[EXERCISE OBJECTIVE]
Transcribe the data underneath exactly. No images belong in your version.

[RECORDS FOR THIS EXERCISE — start]

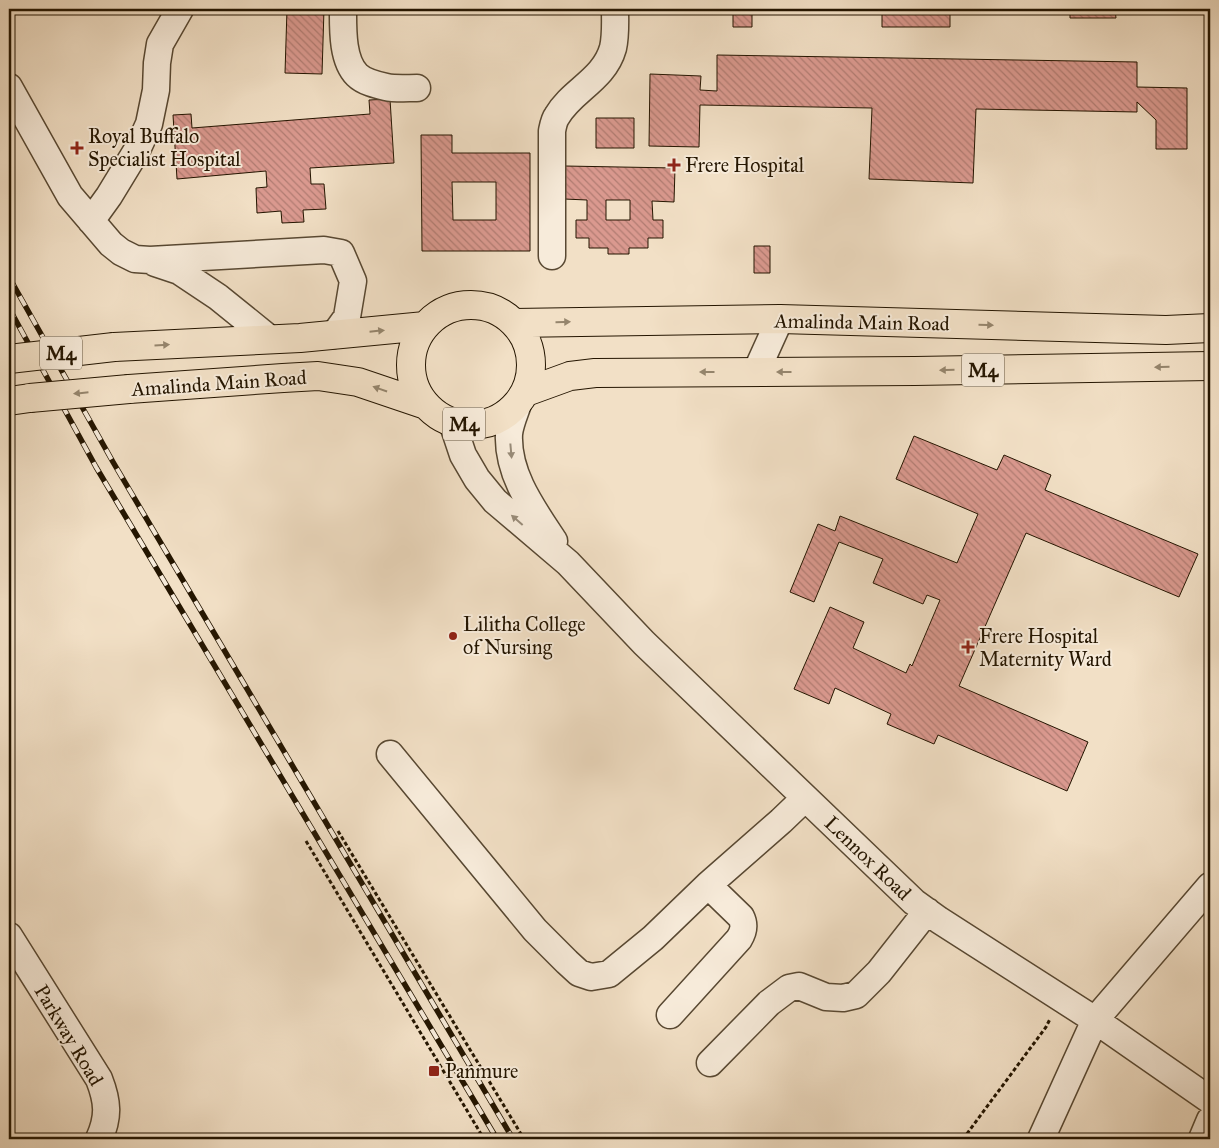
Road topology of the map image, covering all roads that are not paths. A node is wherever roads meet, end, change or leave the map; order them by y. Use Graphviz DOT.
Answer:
graph roads {
  1 [pos="180,9"];
  2 [pos="343,9"];
  3 [pos="615,9"];
  4 [pos="9,86"];
  5 [pos="416,88"];
  6 [pos="91,221"];
  7 [pos="552,256"];
  8 [pos="150,260"];
  9 [pos="780,319"];
  10 [pos="514,323"];
  11 [pos="425,326"];
  12 [pos="1210,328"];
  13 [pos="334,335"];
  14 [pos="270,339"];
  15 [pos="9,359"];
  16 [pos="1210,366"];
  17 [pos="756,372"];
  18 [pos="522,398"];
  19 [pos="19,400"];
  20 [pos="426,405"];
  21 [pos="452,422"];
  22 [pos="568,563"];
  23 [pos="390,754"];
  24 [pos="805,798"];
  25 [pos="708,885"];
  26 [pos="1210,886"];
  27 [pos="927,911"];
  28 [pos="9,936"];
  29 [pos="670,1015"];
  30 [pos="1094,1020"];
  31 [pos="710,1063"];
  32 [pos="1210,1100"];
  33 [pos="1210,1120"];
  34 [pos="98,1139"];
  35 [pos="1041,1139"];
  36 [pos="1202,1139"];
  1 -- 6 [label="street"];
  2 -- 5 [label="street"];
  3 -- 7 [label="street"];
  4 -- 6 [label="street"];
  6 -- 8 [label="street"];
  8 -- 13 [label="street"];
  8 -- 14 [label="street"];
  10 -- 9 [label="main road, Amalinda Main Road / M4, one-way"];
  9 -- 12 [label="main road, Amalinda Main Road / M4, one-way"];
  9 -- 17 [label="street"];
  10 -- 11 [label="main road, Amalinda Main Road / M4"];
  10 -- 18 [label="main road, Amalinda Main Road / M4"];
  13 -- 11 [label="main road, Amalinda Main Road / M4, one-way"];
  11 -- 20 [label="main road, Amalinda Main Road / M4"];
  13 -- 14 [label="main road, Amalinda Main Road / M4"];
  15 -- 14 [label="main road, Amalinda Main Road / M4, one-way, bridge"];
  16 -- 17 [label="main road, Amalinda Main Road / M4, one-way"];
  17 -- 18 [label="main road, Amalinda Main Road / M4, one-way"];
  18 -- 21 [label="main road, Amalinda Main Road / M4"];
  18 -- 22 [label="street, Lennox Road, one-way"];
  20 -- 19 [label="main road, Amalinda Main Road / M4, one-way, bridge"];
  20 -- 21 [label="main road, Amalinda Main Road / M4"];
  22 -- 21 [label="street, Lennox Road, one-way"];
  22 -- 24 [label="street, Lennox Road"];
  23 -- 25 [label="street"];
  24 -- 25 [label="street"];
  24 -- 27 [label="street, Lennox Road"];
  25 -- 29 [label="street"];
  26 -- 30 [label="street"];
  27 -- 30 [label="street, Lennox Road"];
  27 -- 31 [label="street"];
  28 -- 34 [label="street, Parkway Road"];
  30 -- 32 [label="street, Lennox Road"];
  30 -- 35 [label="street"];
  33 -- 36 [label="street"];
}
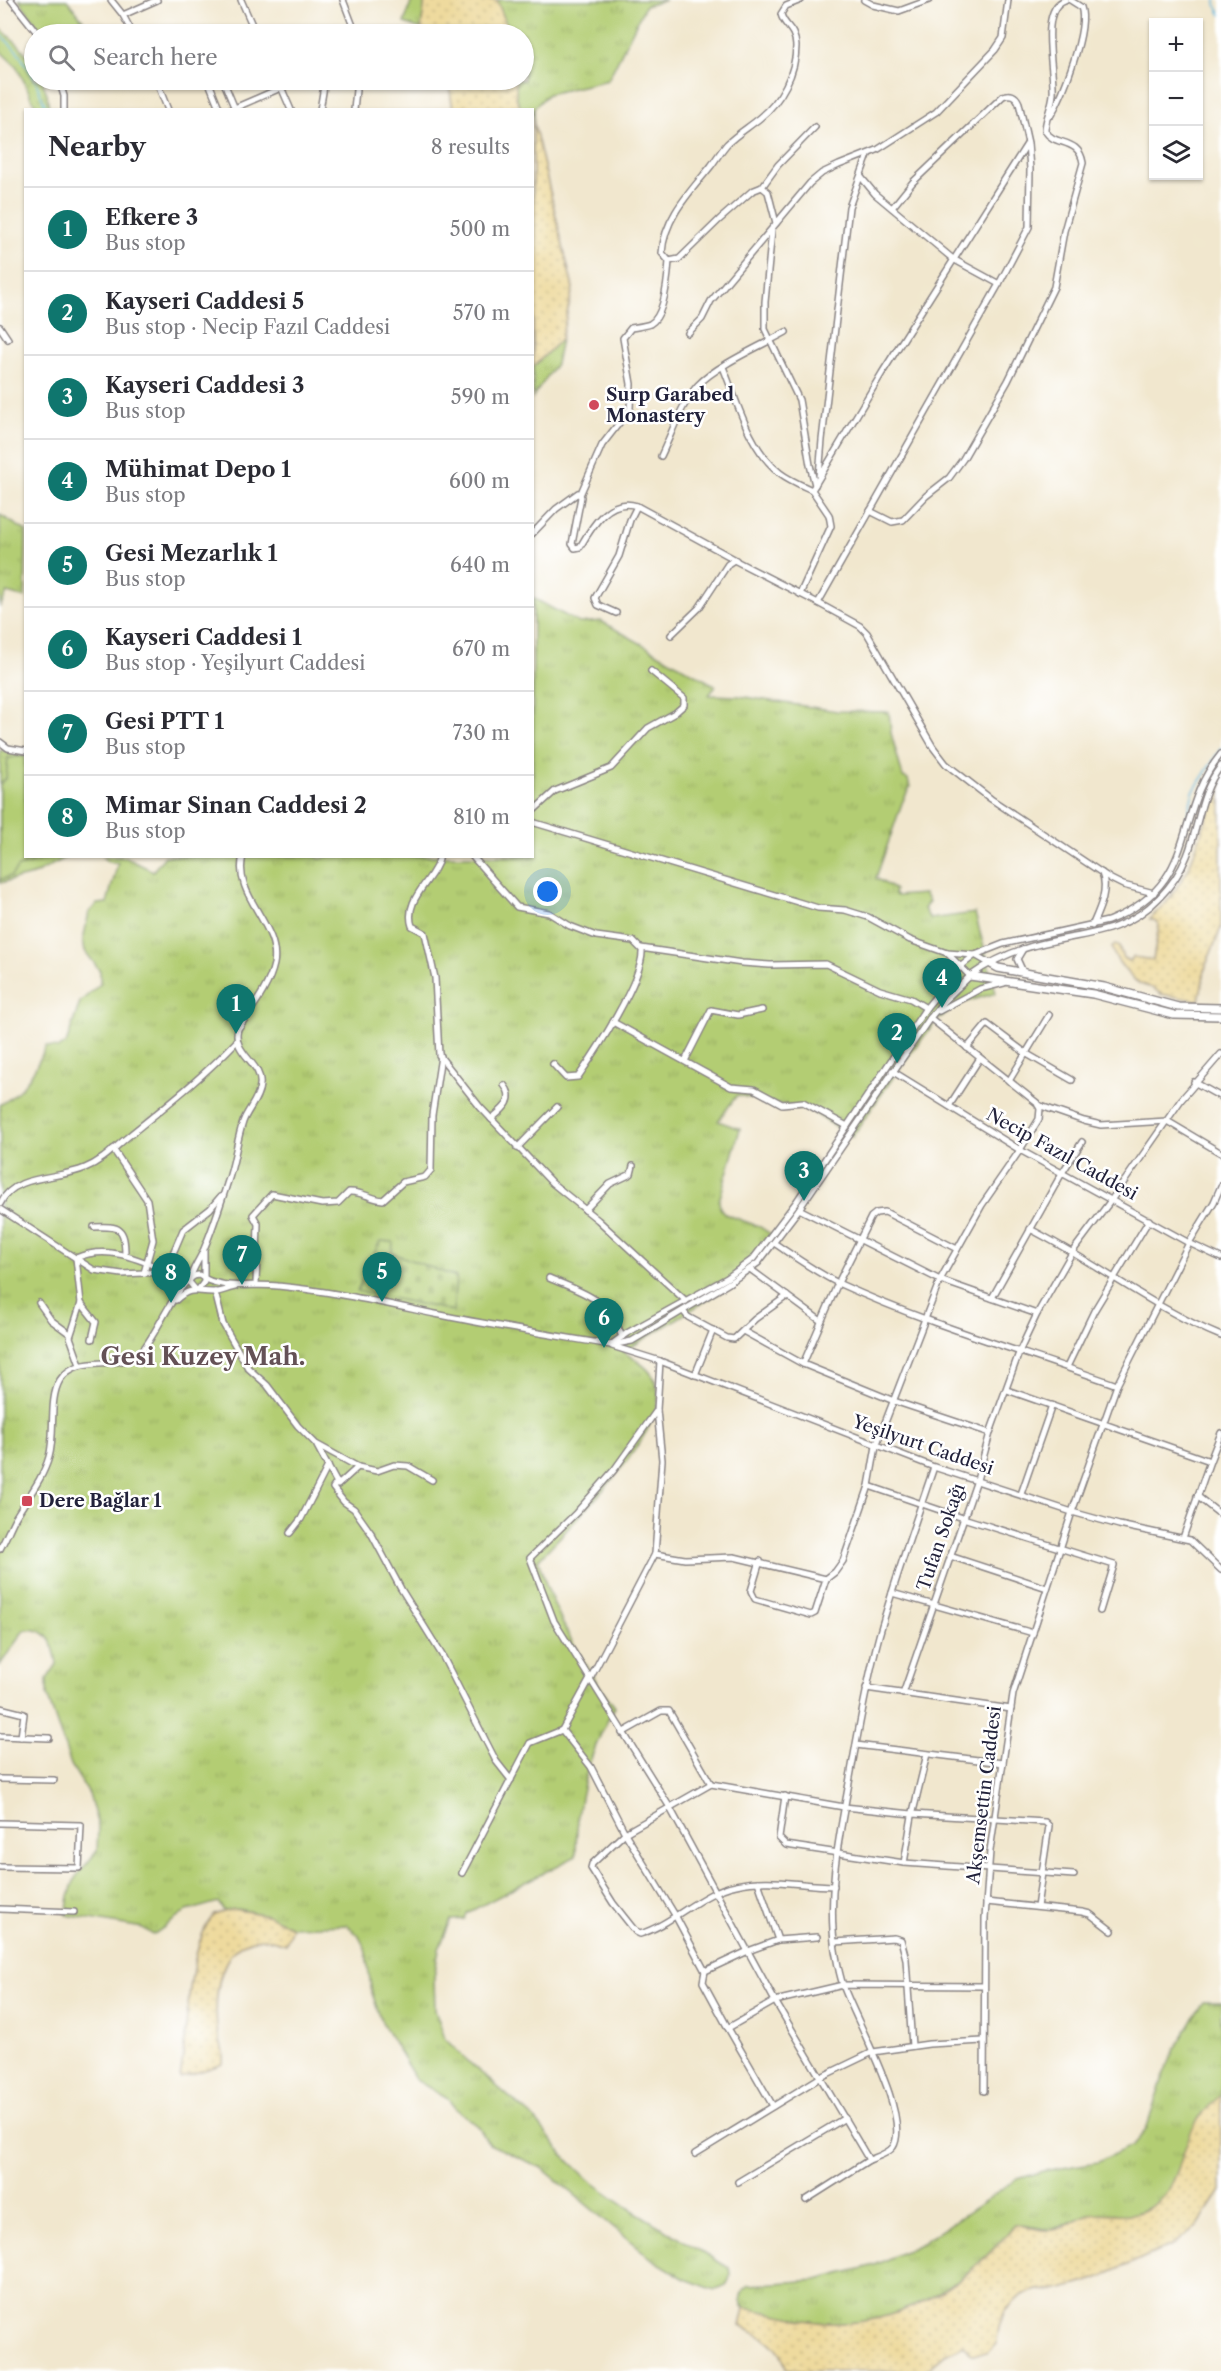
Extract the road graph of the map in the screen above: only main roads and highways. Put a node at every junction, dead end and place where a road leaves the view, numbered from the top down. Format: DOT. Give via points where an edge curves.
graph roads {
  1 [pos="989,963"];
  2 [pos="970,976"];
  3 [pos="1221,1008"];
  4 [pos="1221,1016"];
  1 -- 3 [label="main road" via="1178,1007"];
  2 -- 4 [label="main road" via="1093,994 1191,1017"];
}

[RECORDS FOR THIS EXERCISE — finish]

[ANSWER TO THIS TASK]
Road topology of the map image, covering all roads that are not paths. A node is wherever roads meet, end, change or leave the map; order them by y. Use Graphviz DOT.
Answer:
graph roads {
  1 [pos="180,9"];
  2 [pos="343,9"];
  3 [pos="615,9"];
  4 [pos="9,86"];
  5 [pos="416,88"];
  6 [pos="91,221"];
  7 [pos="552,256"];
  8 [pos="150,260"];
  9 [pos="780,319"];
  10 [pos="514,323"];
  11 [pos="425,326"];
  12 [pos="1210,328"];
  13 [pos="334,335"];
  14 [pos="270,339"];
  15 [pos="9,359"];
  16 [pos="1210,366"];
  17 [pos="756,372"];
  18 [pos="522,398"];
  19 [pos="19,400"];
  20 [pos="426,405"];
  21 [pos="452,422"];
  22 [pos="568,563"];
  23 [pos="390,754"];
  24 [pos="805,798"];
  25 [pos="708,885"];
  26 [pos="1210,886"];
  27 [pos="927,911"];
  28 [pos="9,936"];
  29 [pos="670,1015"];
  30 [pos="1094,1020"];
  31 [pos="710,1063"];
  32 [pos="1210,1100"];
  33 [pos="1210,1120"];
  34 [pos="98,1139"];
  35 [pos="1041,1139"];
  36 [pos="1202,1139"];
  1 -- 6 [label="street"];
  2 -- 5 [label="street"];
  3 -- 7 [label="street"];
  4 -- 6 [label="street"];
  6 -- 8 [label="street"];
  8 -- 13 [label="street"];
  8 -- 14 [label="street"];
  10 -- 9 [label="main road, Amalinda Main Road / M4, one-way"];
  9 -- 12 [label="main road, Amalinda Main Road / M4, one-way"];
  9 -- 17 [label="street"];
  10 -- 11 [label="main road, Amalinda Main Road / M4"];
  10 -- 18 [label="main road, Amalinda Main Road / M4"];
  13 -- 11 [label="main road, Amalinda Main Road / M4, one-way"];
  11 -- 20 [label="main road, Amalinda Main Road / M4"];
  13 -- 14 [label="main road, Amalinda Main Road / M4"];
  15 -- 14 [label="main road, Amalinda Main Road / M4, one-way, bridge"];
  16 -- 17 [label="main road, Amalinda Main Road / M4, one-way"];
  17 -- 18 [label="main road, Amalinda Main Road / M4, one-way"];
  18 -- 21 [label="main road, Amalinda Main Road / M4"];
  18 -- 22 [label="street, Lennox Road, one-way"];
  20 -- 19 [label="main road, Amalinda Main Road / M4, one-way, bridge"];
  20 -- 21 [label="main road, Amalinda Main Road / M4"];
  22 -- 21 [label="street, Lennox Road, one-way"];
  22 -- 24 [label="street, Lennox Road"];
  23 -- 25 [label="street"];
  24 -- 25 [label="street"];
  24 -- 27 [label="street, Lennox Road"];
  25 -- 29 [label="street"];
  26 -- 30 [label="street"];
  27 -- 30 [label="street, Lennox Road"];
  27 -- 31 [label="street"];
  28 -- 34 [label="street, Parkway Road"];
  30 -- 32 [label="street, Lennox Road"];
  30 -- 35 [label="street"];
  33 -- 36 [label="street"];
}
Extract the road graph of the map in the screen above: only main roads and highways. Put a node at every junction, dead end and place where a road leaves the view, numbered from the top down. Format: DOT. Give via points where an edge curves.
graph roads {
  1 [pos="989,963"];
  2 [pos="970,976"];
  3 [pos="1221,1008"];
  4 [pos="1221,1016"];
  1 -- 3 [label="main road" via="1178,1007"];
  2 -- 4 [label="main road" via="1093,994 1191,1017"];
}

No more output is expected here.